Photo: ©KAS Thailand/Sayan Chuenudomsavad
Mae Songpong Wiangjan was a fish trader of Ban Wang Sabang Tai village in Tambon Nong Saeng Yai in Khong Chiam, whose occupation was finished as soon as the dam became operational. Her village was once extensively dependent on the fishery. Their main income came from fish caught from the river. The dam, however, obstructed the fish’s passage. The fish could not swim through the ladder as expected and fishers in the village could no longer fish. Mae Somepong later joined the fight under the iconic Assembly of the Poor to demand fair compensation from the state. She has fought it since the beginning when the first rock was blasted to make way for the dam. Nowadays she is still a fighter of Pak Mun and an icon of the decades of Pak Mun fighting.
Photo: ©KAS Thailand/Sayan Chuenudomsavad
Fishers of Ban Sabaeng Tai village become only part-time fishers because there was fewer and fewer fish to catch in the river. Some tried to survive by travelling afar to fish elsewhere. Several others had to leave their occupation to find jobs in the cities and became only cheap labours for years.
Photo: ©KAS Thailand/Sayan Chuenudomsavad
The rice fields of the villagers are flooded by irregular flows of the water discharged by the dam. Although some rubber farmers afar may benefit from the water discharged by the dam or some fish species can survive in the still water, several livelihoods which were once dependent on the natural cycle and flows of the Mun River have been affected and gone.

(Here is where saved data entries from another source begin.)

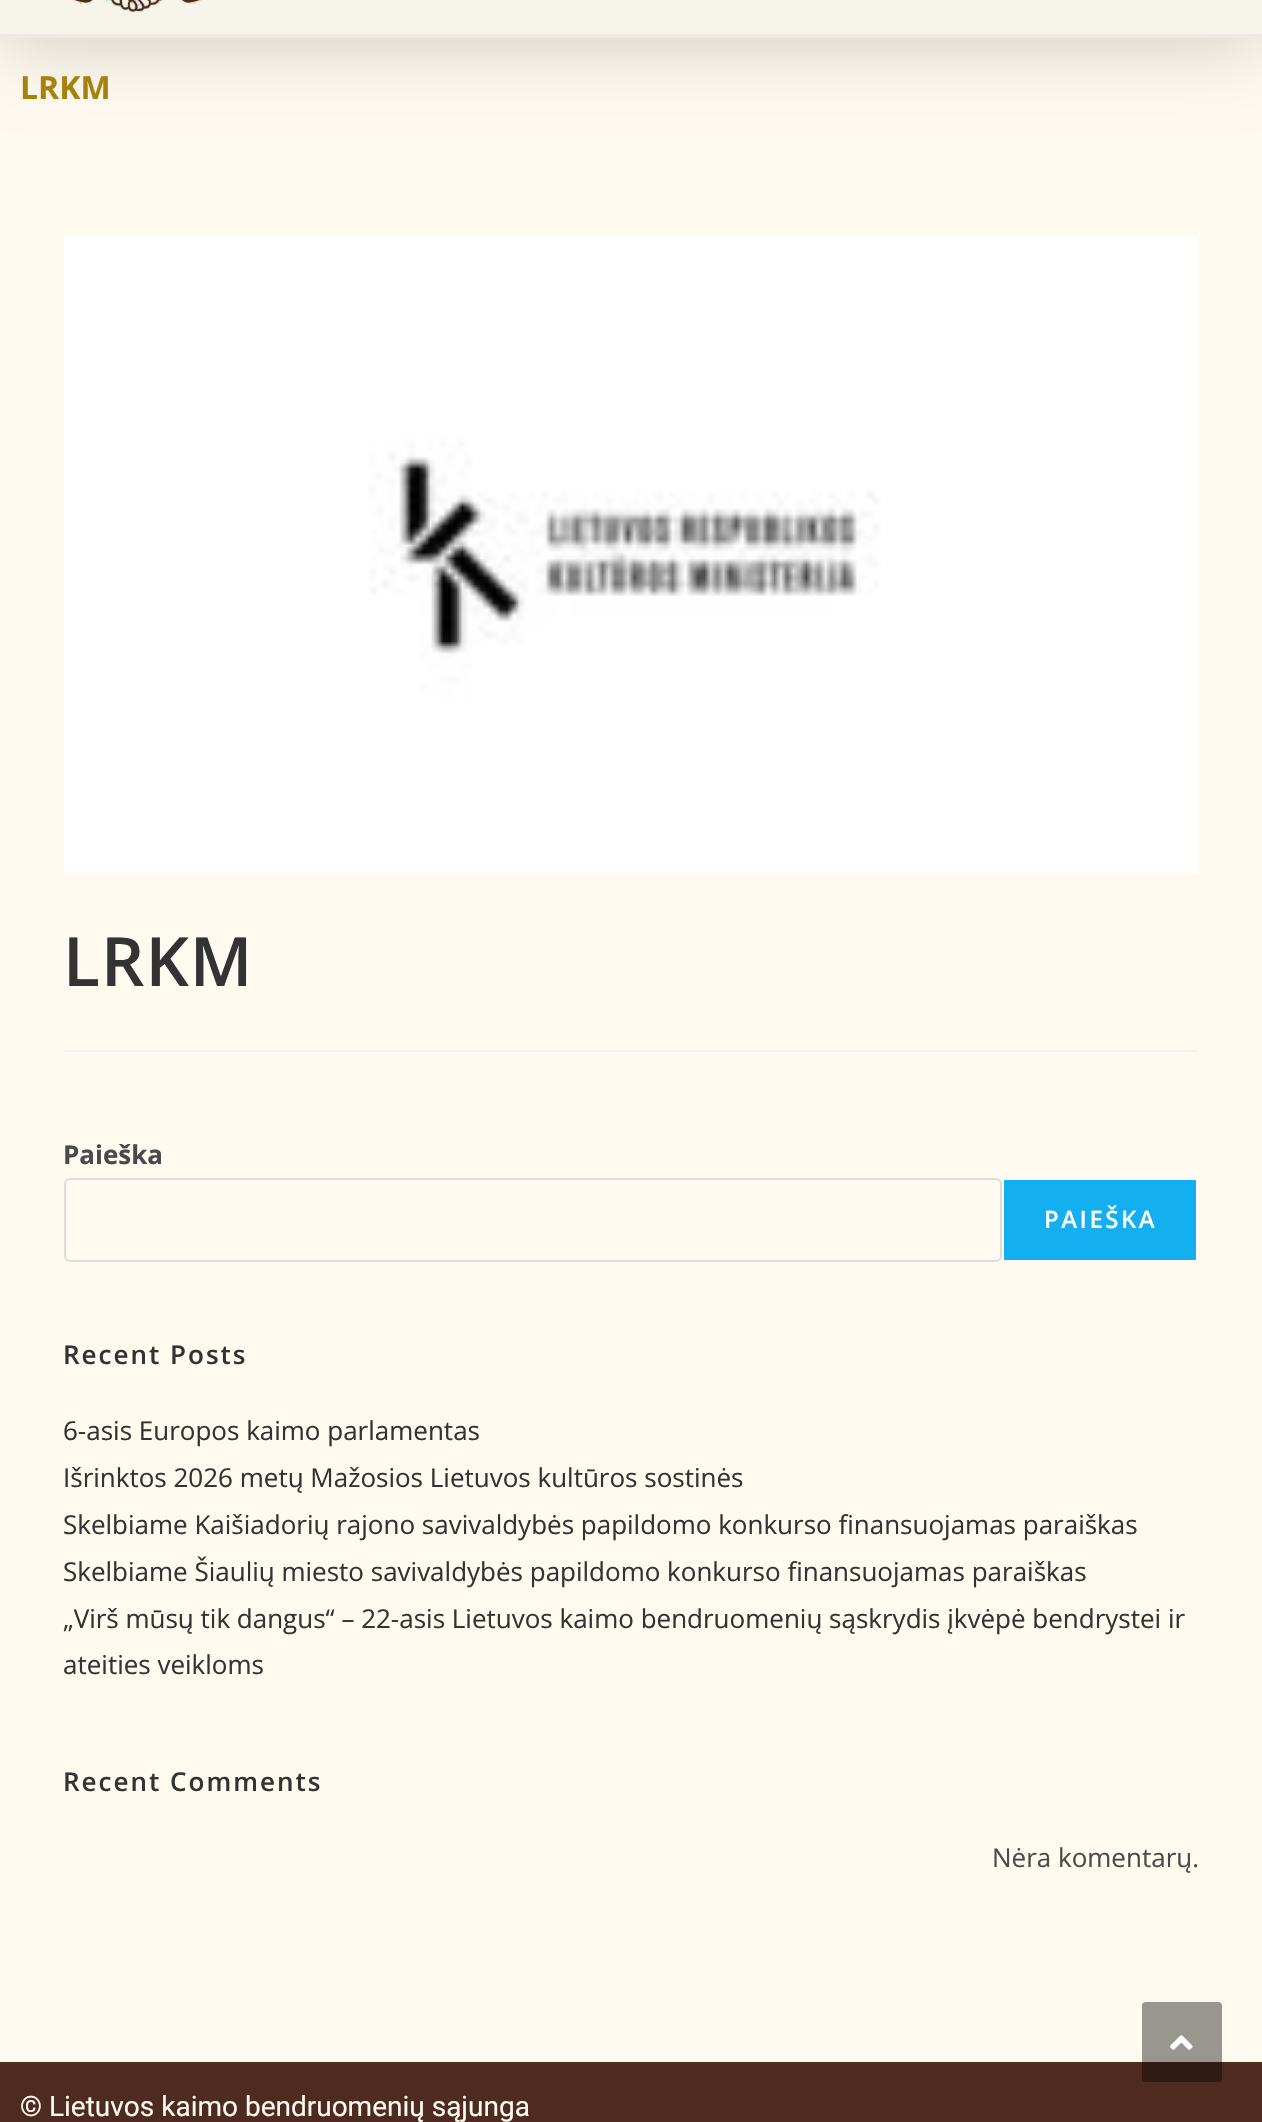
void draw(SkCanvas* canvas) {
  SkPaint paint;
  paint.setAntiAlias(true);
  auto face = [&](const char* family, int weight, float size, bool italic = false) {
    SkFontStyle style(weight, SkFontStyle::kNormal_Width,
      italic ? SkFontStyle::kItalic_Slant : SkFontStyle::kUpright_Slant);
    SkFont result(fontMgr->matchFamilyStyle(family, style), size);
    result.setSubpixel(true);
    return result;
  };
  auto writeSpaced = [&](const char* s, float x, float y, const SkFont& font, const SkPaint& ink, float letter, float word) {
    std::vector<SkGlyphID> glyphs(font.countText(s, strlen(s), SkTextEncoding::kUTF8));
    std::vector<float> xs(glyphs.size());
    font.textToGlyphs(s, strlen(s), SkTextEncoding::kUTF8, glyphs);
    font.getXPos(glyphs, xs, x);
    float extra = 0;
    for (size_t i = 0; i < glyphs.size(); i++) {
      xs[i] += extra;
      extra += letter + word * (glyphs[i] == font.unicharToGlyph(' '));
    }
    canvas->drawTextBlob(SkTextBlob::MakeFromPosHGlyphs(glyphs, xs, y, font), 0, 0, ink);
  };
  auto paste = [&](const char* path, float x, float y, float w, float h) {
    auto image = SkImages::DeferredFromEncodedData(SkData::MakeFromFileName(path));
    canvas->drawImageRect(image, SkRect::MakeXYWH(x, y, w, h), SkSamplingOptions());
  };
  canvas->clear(0xfffefaef);
  paint.setColor(0x33000000);
  paint.setMaskFilter(SkMaskFilter::MakeBlur(kNormal_SkBlurStyle, 40));
  canvas->drawRect(SkRect::MakeXYWH(0, -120, 1262, 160), paint);
  paint.setMaskFilter(nullptr);
  paint.setColor(0xfff1e7e3);
  canvas->drawRect(SkRect::MakeXYWH(0, 34, 1262, 4), paint);
  paint.setColor(0xfff6f4eb);
  canvas->drawRect(SkRect::MakeXYWH(0, 0, 1262, 34), paint);
  paste("img/1.png", 30, 0, 174, 14);
  paste("img/2.png", 64, 236, 1134, 638);
  paint.setColor(0xfff1f1f1);
  canvas->drawRect(SkRect::MakeXYWH(64, 1050, 1134, 2), paint);
  paint.setStroke(true);
  paint.setStrokeWidth(2);
  paint.setColor(0xffdddddd);
  canvas->drawRoundRect(SkRect::MakeXYWH(65, 1179, 936, 82), 5, 5, paint);
  paint.setStroke(false);
  paint.setColor(0xff13aff0);
  canvas->drawRect(SkRect::MakeXYWH(1003, 1179, 194, 82), paint);
  paint.setStroke(true);
  paint.setColor(0xffffffff);
  canvas->drawRect(SkRect::MakeXYWH(1003, 1179, 194, 82), paint);
  paint.setStroke(false);
  paint.setColor(0xff4d2b21);
  canvas->drawRect(SkRect::MakeXYWH(0, 2062, 1262, 60), paint);
  paint.setColor(0x66000000);
  canvas->drawRoundRect(SkRect::MakeXYWH(1142, 2002, 80, 80), 4, 4, paint);
  paste("img/3.png", 1170, 2035, 23, 15);
  auto f0 = face("Open Sans", 700, 32);
  paint.setColor(0xffa7810d);
  canvas->drawString("LRKM", 20, 99, f0, paint);
  auto f1 = face("Open Sans", 600, 68);
  paint.setColor(0xff333333);
  writeSpaced("LRKM", 63, 986, f1, paint, 1, 0);
  auto f2 = face("Open Sans", 700, 26);
  paint.setColor(0xff4a4a4a);
  canvas->drawString("Paieška", 63, 1164, f2, paint);
  auto f3 = face("Open Sans", 600, 24);
  paint.setColor(0xffffffff);
  writeSpaced("PAIEŠKA", 1044, 1228, f3, paint, 2.5f, 0);
  auto f4 = face("Open Sans", 600, 26);
  paint.setColor(0xff333333);
  writeSpaced("Recent Posts", 63, 1364, f4, paint, 2, 0);
  auto f5 = face("Open Sans", 400, 26);
  {
    const struct { const char* s; float x, y; } items[] = {
      {"6-asis Europos kaimo parlamentas", 63, 1440},
      {"Išrinktos 2026 metų Mažosios Lietuvos kultūros sostinės", 63, 1487},
      {"Skelbiame Kaišiadorių rajono savivaldybės papildomo konkurso finansuojamas paraiškas", 63, 1534},
      {"Skelbiame Šiaulių miesto savivaldybės papildomo konkurso finansuojamas paraiškas", 63, 1581},
      {"„Virš mūsų tik dangus“ – 22-asis Lietuvos kaimo bendruomenių sąskrydis įkvėpė bendrystei ir", 63, 1628},
      {"ateities veikloms", 63, 1674},
    };
    for (auto [s, x, y] : items) {
      canvas->drawString(s, x, y, f5, paint);
    }
  }
  writeSpaced("Recent Comments", 63, 1791, f4, paint, 2, 0);
  paint.setColor(0xff4a4a4a);
  canvas->drawString("Nėra komentarų.", 992, 1867, f5, paint);
  auto f6 = face("Roboto", 400, 28);
  paint.setColor(0xfffefaef);
  canvas->drawString("© Lietuvos kaimo bendruomenių sąjunga", 20, 2116, f6, paint);
}
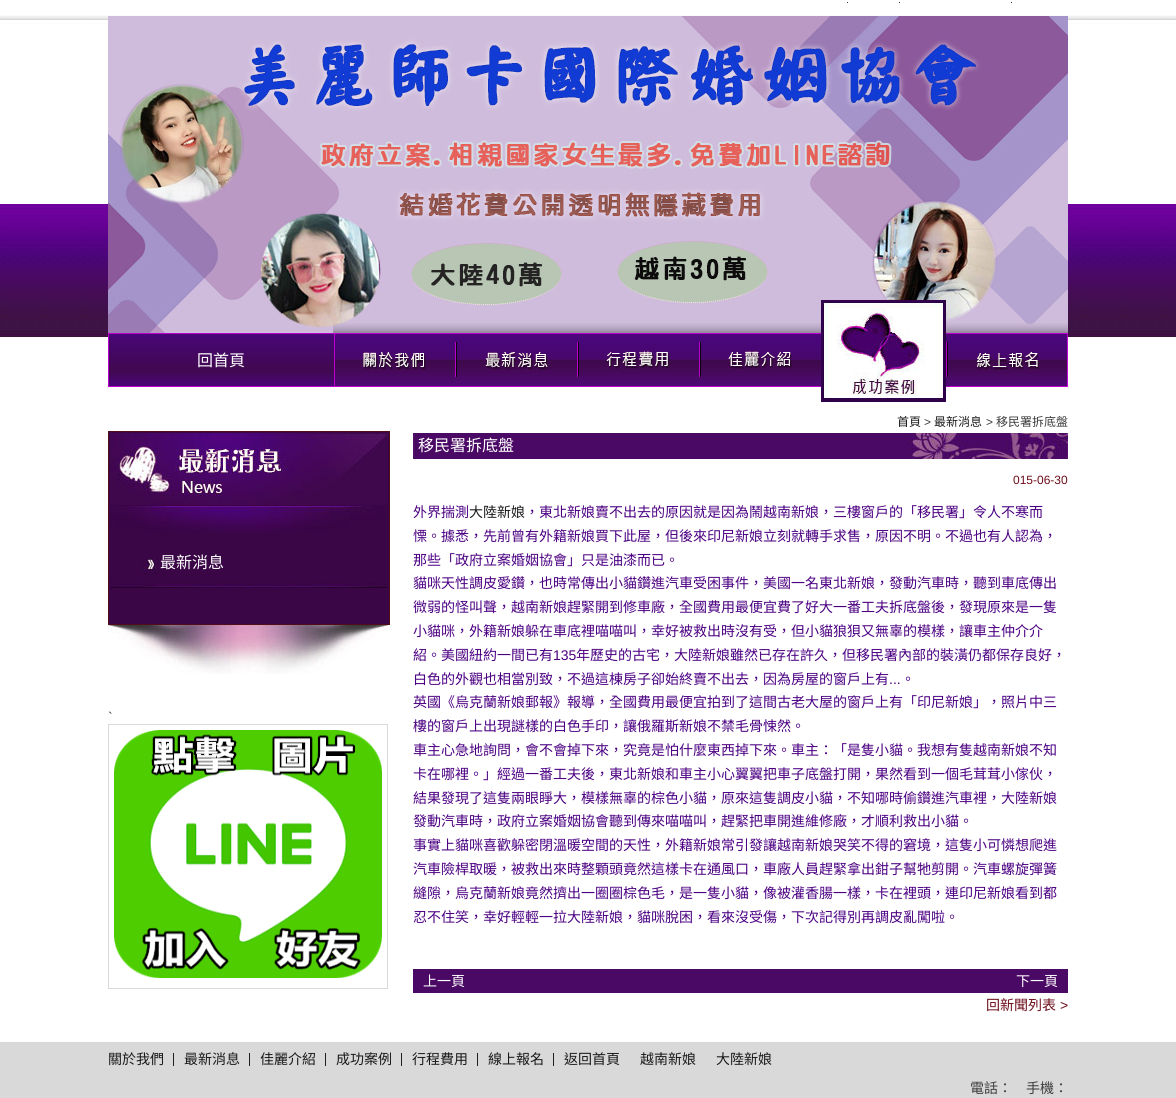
import math
import cairo

surface = cairo.ImageSurface(cairo.FORMAT_RGB24, 1176, 1098)
ctx = cairo.Context(surface)
options = cairo.FontOptions()
options.set_hint_metrics(cairo.HINT_METRICS_OFF)
options.set_hint_style(cairo.HINT_STYLE_NONE)
ctx.set_font_options(options)
ctx.set_miter_limit(4)


def set_color(code):
    ctx.set_source_rgb(*(v / 255 for v in bytes.fromhex(code[-6:])))


def draw_text(x, y, s, family, size, color, bold=False, italic=False):
    ctx.select_font_face(family, cairo.FONT_SLANT_ITALIC if italic else cairo.FONT_SLANT_NORMAL, cairo.FONT_WEIGHT_BOLD if bold else cairo.FONT_WEIGHT_NORMAL)
    ctx.set_font_size(size)
    set_color(color)
    ctx.move_to(x, y)
    ctx.show_text(s)


def fill_rect(x, y, w, h, color):
    set_color(color)
    ctx.rectangle(x, y, w, h)
    ctx.fill()


def draw_image(path, x, y, w, h):
    ctx.save()
    ctx.set_source_surface(cairo.ImageSurface.create_from_png(path), x, y)
    ctx.rectangle(x, y, w, h)
    ctx.fill()
    ctx.restore()


set_color("#ffffff")
ctx.paint()
draw_image("assets/img1.png", 0, 15, 1176, 323)
fill_rect(847, 2, 1, 1, "#2f2f2f")
fill_rect(899, 2, 1, 1, "#2f2f2f")
fill_rect(1011, 2, 1, 1, "#2f2f2f")
draw_image("assets/img2.png", 108, 16, 960, 317)
draw_image("assets/img3.png", 333, 323, 122, 64)
gradient = cairo.LinearGradient(222, 334, 222, 386)
gradient.add_color_stop_rgba(0, 0.282, 0.024, 0.471, 1)
gradient.add_color_stop_rgba(0.7, 0.255, 0.035, 0.314, 1)
gradient.add_color_stop_rgba(1, 0.286, 0.024, 0.471, 1)
ctx.set_source(gradient)
ctx.rectangle(109, 334, 225, 52)
ctx.fill()
ctx.rectangle(108.5, 333.5, 226, 53)
set_color("#be00cf")
ctx.set_line_width(1)
ctx.stroke()
draw_text(197, 366, "回首頁", "Noto Sans CJK TC", 16, "#ffffff")
draw_image("assets/img4.png", 455, 323, 122, 64)
draw_image("assets/img5.png", 577, 323, 122, 64)
draw_image("assets/img6.png", 699, 323, 122, 64)
draw_image("assets/img7.png", 821, 300, 125, 102)
draw_image("assets/img8.png", 946, 323, 122, 64)
set_color("#3a0646")
ctx.rectangle(108.5, 431.5, 281, 193)
ctx.fill_preserve()
set_color("#520c17")
ctx.stroke()
draw_image("assets/img9.png", 110, 433, 278, 100)
draw_image("assets/img10.png", 110, 559, 278, 29)
draw_text(160, 568, "最新消息", "Noto Sans CJK TC", 16, "#ffffff")
draw_image("assets/img11.png", 108, 625, 280, 49)
draw_text(108, 722, "`", "Liberation Sans", 14, "#3d3d3d")
ctx.rectangle(108.5, 724.5, 279, 264)
set_color("#d9d9d9")
ctx.stroke()
draw_image("assets/img12.png", 114, 730, 268, 248)
draw_text(897, 426, "首頁", "Noto Sans CJK TC", 12, "#191919")
draw_text(924, 426, ">", "Liberation Sans", 12, "#3d3d3d")
draw_text(934, 426, "最新消息", "Noto Sans CJK TC", 12, "#191919")
draw_text(986, 426, ">", "Liberation Sans", 12, "#3d3d3d")
draw_text(996, 426, "移民署拆底盤", "Noto Sans CJK TC", 12, "#3d3d3d")
draw_image("assets/img13.png", 413, 433, 655, 26)
draw_text(418, 451, "移民署拆底盤", "Noto Sans CJK TC", 16, "#ffffff")
draw_text(1013, 484, "015-06-30", "Liberation Sans", 12, "#6d0d1a")
draw_text(413, 517, "外界揣測", "Noto Sans CJK TC", 14, "#4b0082")
draw_text(469, 517, "大陸新娘", "Noto Sans CJK TC", 14, "#191919")
draw_text(525, 517, "，東北新娘賣不出去的原因就是因為鬧越南新娘，三樓窗戶的「移民署」令人不寒而", "Noto Sans CJK TC", 14, "#4b0082")
draw_text(413, 541, "慄。據悉，先前曾有外籍新娘買下此屋，但後來印尼新娘立刻就轉手求售，原因不明。不過也有人認為，", "Noto Sans CJK TC", 14, "#4b0082")
draw_text(413, 565, "那些「政府立案婚姻協會」只是油漆而已。", "Noto Sans CJK TC", 14, "#4b0082")
draw_text(413, 588, "貓咪天性調皮愛鑽，也時常傳出小貓鑽進汽車受困事件，美國一名東北新娘，發動汽車時，聽到車底傳出", "Noto Sans CJK TC", 14, "#4b0082")
draw_text(413, 612, "微弱的怪叫聲，越南新娘趕緊開到修車廠，全國費用最便宜費了好大一番工夫拆底盤後，發現原來是一隻", "Noto Sans CJK TC", 14, "#4b0082")
draw_text(413, 636, "小貓咪，外籍新娘躲在車底裡喵喵叫，幸好被救出時沒有受，但小貓狼狽又無辜的模樣，讓車主仲介介", "Noto Sans CJK TC", 14, "#4b0082")
draw_text(413, 660, "紹。美國紐約一間已有", "Noto Sans CJK TC", 14, "#4b0082")
draw_text(553, 660, "135", "Liberation Sans", 14, "#4b0082")
draw_text(576, 660, "年歷史的古宅，大陸新娘雖然已存在許久，但移民署內部的裝潢仍都保存良好，", "Noto Sans CJK TC", 14, "#4b0082")
draw_text(413, 684, "白色的外觀也相當別致，不過這棟房子卻始終賣不出去，因為房屋的窗戶上有", "Noto Sans CJK TC", 14, "#4b0082")
draw_text(901, 684, "。", "Noto Sans CJK TC", 14, "#4b0082")
draw_text(889, 684, "...", "Liberation Sans", 14, "#4b0082")
draw_text(413, 707, "英國《烏克蘭新娘郵報》報導，全國費用最便宜拍到了這間古老大屋的窗戶上有「印尼新娘」，照片中三", "Noto Sans CJK TC", 14, "#4b0082")
draw_text(413, 731, "樓的窗戶上出現謎樣的白色手印，讓俄羅斯新娘不禁毛骨悚然。", "Noto Sans CJK TC", 14, "#4b0082")
draw_text(413, 755, "車主心急地詢問，會不會掉下來，究竟是怕什麼東西掉下來。車主：「是隻小貓。我想有隻越南新娘不知", "Noto Sans CJK TC", 14, "#4b0082")
draw_text(413, 779, "卡在哪裡。」經過一番工夫後，東北新娘和車主小心翼翼把車子底盤打開，果然看到一個毛茸茸小傢伙，", "Noto Sans CJK TC", 14, "#4b0082")
draw_text(413, 803, "結果發現了這隻兩眼睜大，模樣無辜的棕色小貓，原來這隻調皮小貓，不知哪時偷鑽進汽車裡，大陸新娘", "Noto Sans CJK TC", 14, "#4b0082")
draw_text(413, 826, "發動汽車時，政府立案婚姻協會聽到傳來喵喵叫，趕緊把車開進維修廠，才順利救出小貓。", "Noto Sans CJK TC", 14, "#4b0082")
draw_text(413, 850, "事實上貓咪喜歡躲密閉溫暖空間的天性，外籍新娘常引發讓越南新娘哭笑不得的窘境，這隻小可憐想爬進", "Noto Sans CJK TC", 14, "#4b0082")
draw_text(413, 874, "汽車險桿取暖，被救出來時整顆頭竟然這樣卡在通風口，車廠人員趕緊拿出鉗子幫牠剪開。汽車螺旋彈簧", "Noto Sans CJK TC", 14, "#4b0082")
draw_text(413, 898, "縫隙，烏克蘭新娘竟然擠出一圈圈棕色毛，是一隻小貓，像被灌香腸一樣，卡在裡頭，連印尼新娘看到都", "Noto Sans CJK TC", 14, "#4b0082")
draw_text(413, 922, "忍不住笑，幸好輕輕一拉大陸新娘，貓咪脫困，看來沒受傷，下次記得別再調皮亂闖啦。", "Noto Sans CJK TC", 14, "#4b0082")
fill_rect(413, 969, 655, 24, "#4a0965")
draw_text(423, 986, "上一頁", "Noto Sans CJK TC", 14, "#ffffff")
draw_text(1016, 986, "下一頁", "Noto Sans CJK TC", 14, "#ffffff")
draw_text(986, 1010, "回新聞列表", "Noto Sans CJK TC", 14, "#6d0d1a")
draw_text(1060, 1010, ">", "Liberation Sans", 14, "#6d0d1a")
fill_rect(0, 1042, 1176, 56, "#d9d9d9")
fill_rect(173, 1053, 1, 13, "#1e1e1e")
draw_text(108, 1064, "關於我們", "Noto Sans CJK TC", 14, "#191919")
fill_rect(249, 1053, 1, 13, "#1e1e1e")
draw_text(184, 1064, "最新消息", "Noto Sans CJK TC", 14, "#191919")
fill_rect(325, 1053, 1, 13, "#1e1e1e")
draw_text(260, 1064, "佳麗介紹", "Noto Sans CJK TC", 14, "#191919")
fill_rect(401, 1053, 1, 13, "#1e1e1e")
draw_text(336, 1064, "成功案例", "Noto Sans CJK TC", 14, "#191919")
fill_rect(477, 1053, 1, 13, "#1e1e1e")
draw_text(412, 1064, "行程費用", "Noto Sans CJK TC", 14, "#191919")
fill_rect(553, 1053, 1, 13, "#1e1e1e")
draw_text(488, 1064, "線上報名", "Noto Sans CJK TC", 14, "#191919")
draw_text(564, 1064, "返回首頁", "Noto Sans CJK TC", 14, "#191919")
draw_text(640, 1064, "越南新娘", "Noto Sans CJK TC", 14, "#191919")
draw_text(716, 1064, "大陸新娘", "Noto Sans CJK TC", 14, "#191919")
draw_text(970, 1093, "電話：　手機：", "Noto Sans CJK TC", 14, "#3d3d3d")
surface.write_to_png("output.png")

Photo: ©KAS Thailand/Sayan Chuenudomsavad
Several fishing spots including notable rapids in the villages have gone underwater forever. Kaeng Tung Lung rapid is among those. The villagers said they used to camp and fish there all day long, but it is now underwater.
Photo: ©KAS Thailand/Sayan Chuenudomsavad
The Kud Pla Khao bog prompted by natural flooding and flows of the Mun River in Warin Chamrab district in Ubon Ratchathani was once a popular fishing ground of Pak Mun fishers. It too has been affected by the dam as the dam obstructs the flows and flooding. The area has also been developed without proper city planning, and encroachment is rampant in the area due to the town’s expansion and urbanisation.
Photo: ©KAS Thailand/Sayan Chuenudomsavad
Without proper city planning, the Kud Pla Khao bog these days is flooded with wastewater from the town. Fishers find it more and more difficult to fish there.
Photo: ©KAS Thailand/Sayan Chuenudomsavad
The town’s development has also brought new parks and recreational buildings to areas that were once popular fishing grounds, like the Kud Pla Khao bog. Without proper planning, the structures do not fit well with their environment. Several of them are left unused, raising a question over the town’s urban development that lacks proper planning.
Photo: ©KAS Thailand/Sayan Chuenudomsavad
Another controversial dam of the Kong-Chi-Mun mega-project in Sisaket province that has left wounds and conflict among the villagers, Hua Na dam. Located next to the Rasi Salai dam, it’s the largest structure in the project, which was expected to help regulate the flows further down the Rasi Salai dam. The dam was accused of lacking transparency as its impacts were hardly disclosed. It’s another project against which the Assembly of the Poor has fought for fair compensation for the affected villagers.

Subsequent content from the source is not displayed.